The bottom line is they are fine if their OEM but I won't try to make up me own. I will use high pressure flex line or metal line. My race car is plumbed this way.
http://ls1tech.com/forums/fueling-injection/1085884-nylon-fuel-line-fitting-attachment.html
Are swagelok fittings the ones with the brass barrel? Like you use on gas lines for appliances?
I found them. They are proud of them.
Back to the original plan. Nylon is out, as once I priced everything id need it came up higher.
I'll be running lined braided lines rated for alcohol so the e10 in our area doesn't eat it alive and jam up the system.
Still expensive.
I don't like the idea of nylon in a custom application, OEM I've only seen it between the gas tank and steel line on the chassis, and the steel on the firewall and fuel rail, same for the evap lines, they use steel wherever possible. If you don't find aircraft tolerances or the red/blue color scheme necessary, JIC 37* hydraulic fittings are identical to AN. There should only be a few feet of hose in the system anyways.
Kenny_McCormic wrote:
I don't like the idea of nylon in a custom application, OEM I've only seen it between the gas tank and steel line on the chassis, and the steel on the firewall and fuel rail, same for the evap lines, they use steel wherever possible. If you don't find aircraft tolerances or the red/blue color scheme necessary, JIC 37* hydraulic fittings are identical to AN. There should only be a few feet of hose in the system anyways.

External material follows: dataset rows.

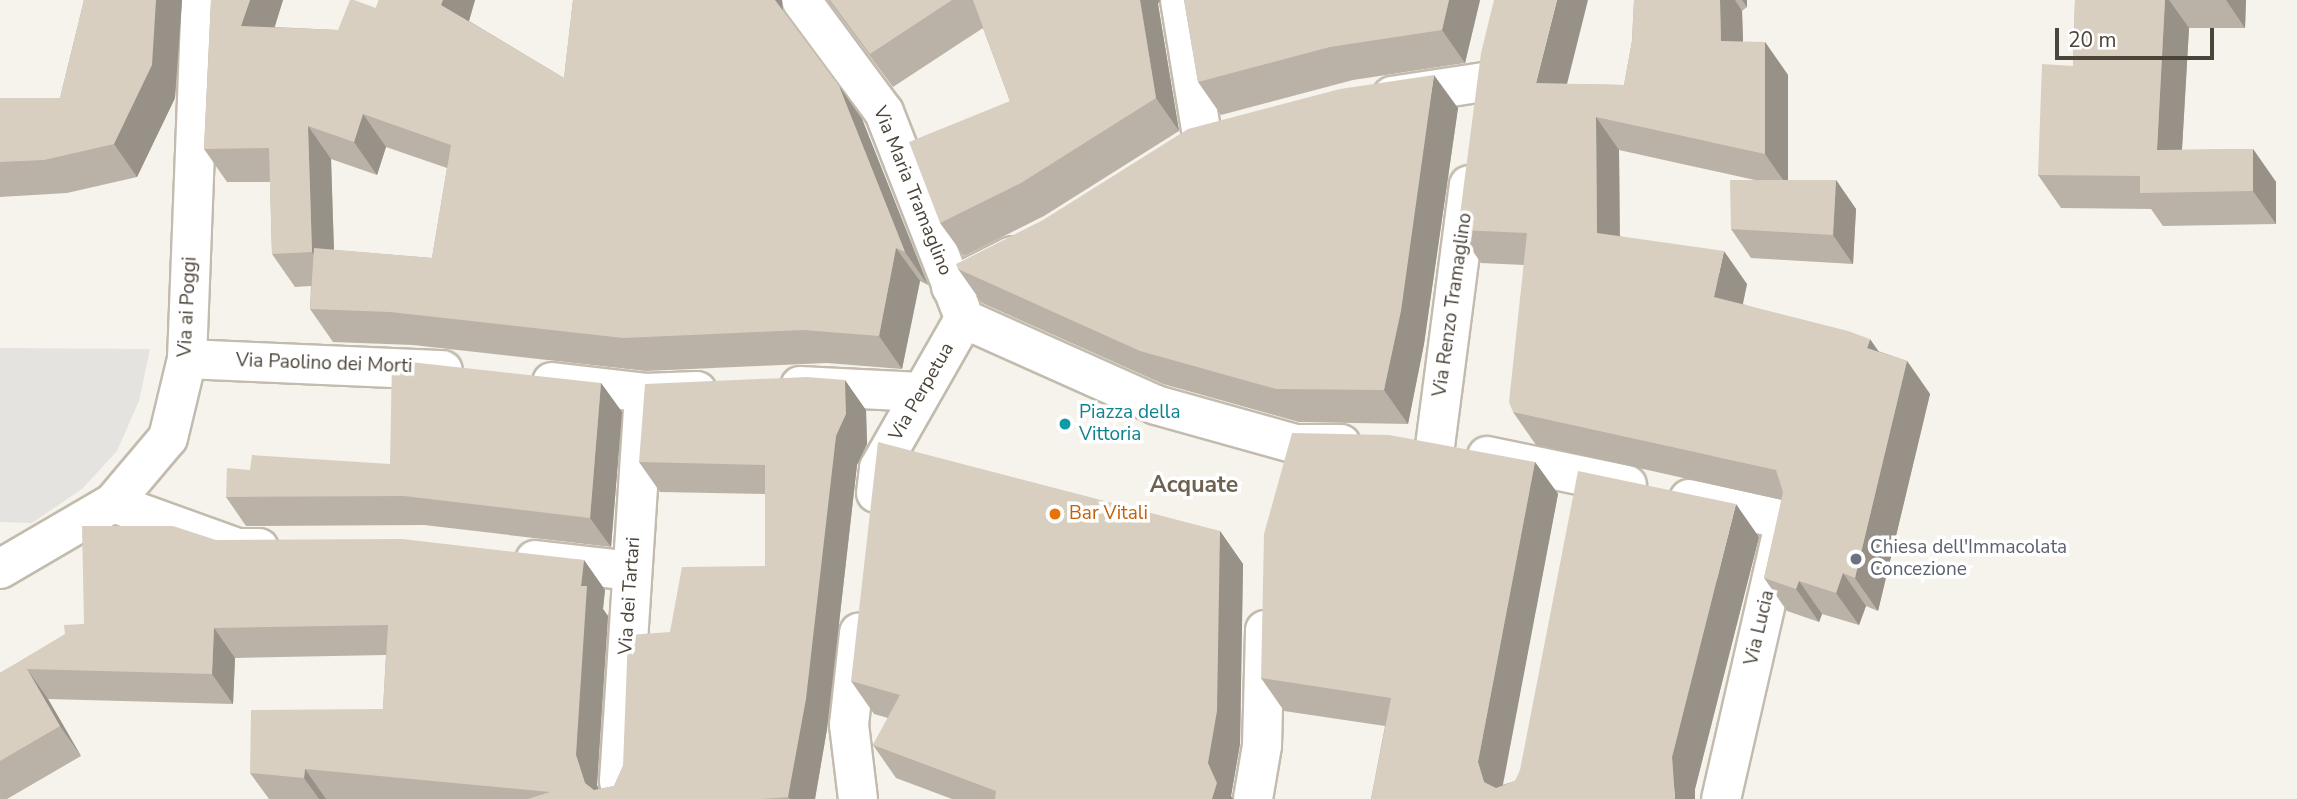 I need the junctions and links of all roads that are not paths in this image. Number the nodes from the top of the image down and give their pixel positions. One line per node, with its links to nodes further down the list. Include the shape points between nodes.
1 (201, 0): 12 (street, Via ai Poggi)
2 (801, 0): 11 (street, Via Maria Tramaglino, via 884,111)
3 (1180, 0): 8 (street)
4 (1492, 43): 5 (street, Via Renzo Tramaglino)
5 (1483, 82): 6 (street); 18 (street, Via Renzo Tramaglino)
6 (1359, 102)
7 (1242, 131): 8 (street)
8 (1203, 142): 9 (street)
9 (1169, 163)
10 (1044, 240): 11 (street)
11 (958, 303): 15 (street, Via Perpetua); 17 (street, via 1156,405)
12 (187, 359): 13 (street, Via Paolino dei Morti); 21 (street, Via ai Poggi, via 168,438)
13 (480, 374)
14 (521, 379): 16 (street)
15 (922, 392): 16 (street, via 828,385); 23 (street, Via Perpetua, via 879,468)
16 (645, 393): 27 (street, Via dei Tartari)
17 (1298, 444): 18 (street); 20 (street)
18 (1435, 446): 19 (street, Via Lucia)
19 (1584, 475): 22 (street); 33 (street, Via Lucia, via 1785,520)
20 (1287, 484)
21 (113, 503): 24 (street, via 237,548); 26 (street, Via ai Poggi)
22 (1576, 515)
23 (873, 522)
24 (290, 548)
25 (493, 555): 27 (street)
26 (0, 569)
27 (631, 571): 30 (street, Via dei Tartari, via 619,781)
28 (1265, 591): 32 (street, via 1262,746)
29 (863, 603): 31 (street, via 849,724)
30 (622, 799)
31 (858, 799)
32 (1254, 799)
33 (1721, 799) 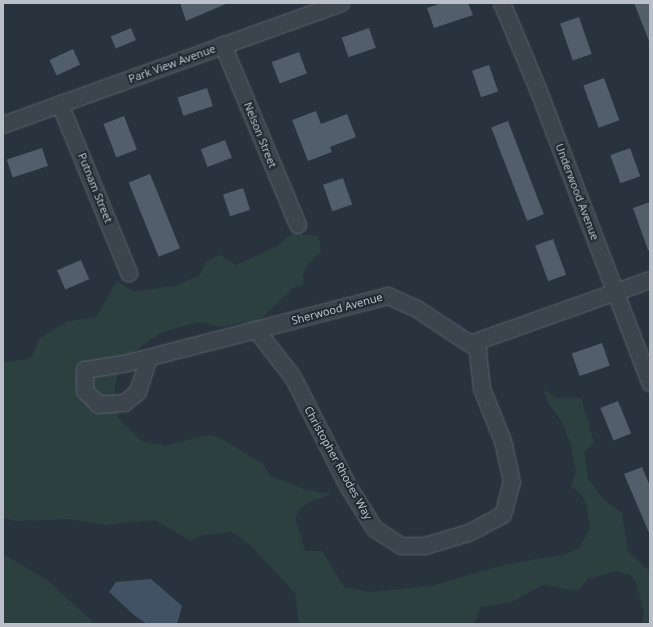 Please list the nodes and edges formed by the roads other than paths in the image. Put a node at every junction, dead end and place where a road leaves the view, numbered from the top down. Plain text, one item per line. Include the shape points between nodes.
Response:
1 (341, 3) edge
2 (502, 3) edge
3 (223, 45) junction
4 (60, 104) junction
5 (3, 125) edge
6 (298, 225) dead end
7 (129, 273) dead end
8 (650, 280) edge
9 (616, 293) junction
10 (257, 330) junction
11 (477, 342) junction
12 (148, 358) dead end
13 (650, 382) edge

1 - 3 street, Park View Avenue
2 - 9 street, Underwood Avenue via 538,89
3 - 4 street, Park View Avenue
3 - 6 street, Nelson Street
4 - 5 street, Park View Avenue
4 - 7 street, Putnam Street
8 - 9 street
9 - 11 street
9 - 13 street, Underwood Avenue
10 - 11 street, Sherwood Avenue via 388,296 416,309 470,344
10 - 11 street, Christopher Rhodes Way via 293,377 348,486 375,528 401,546 425,546 469,533 504,515 512,482 504,441 482,389
10 - 12 street, Sherwood Avenue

the LT1 Caprices (94-96) don't have any steel in the fuel lines except for the fuel filter and the fuel rail on the engine. the rest is nylon lines: one directly from the sending unit to the fuel filter, then one from the filter to the fuel rail, then the return line from the regulator to the sending unit. i think the later (98-02, but also maybe the 93-97)F bodies are the same way.
44Dwarf
UltraDork
12/8/15 8:59 a.m.
Dusterbd13 wrote:
Are swagelok fittings the ones with the brass barrel? Like you use on gas lines for appliances?
No swagelock are a double ferell type fitting normaly 304 or 316 SS and yes price is high but so is a night in a burn ward. There good for pressure and vacuum and are cleaned and capped for 5 nines (99.99999pure) gas usage.
tuna55
MegaDork
12/8/15 9:28 a.m.
Everyone stop saying "Swagelok" now. That's like saying Kleenex. Well, it would be if Kleenex cost 2-3x what its competitors do.
Parker, Ham-let, Hy-lok, and a lot of other quality companies make excellent compression tube fittings.
That said, I wouldn't use them in a fuel system. They are weird to tighten (they tighten based on # of turns instead of torque), and they can only be tightened a few times. There are better ways, some of them are face-seal fittings.
This is a fuel system though, and I don't have much experience there, I can only speak from another industry.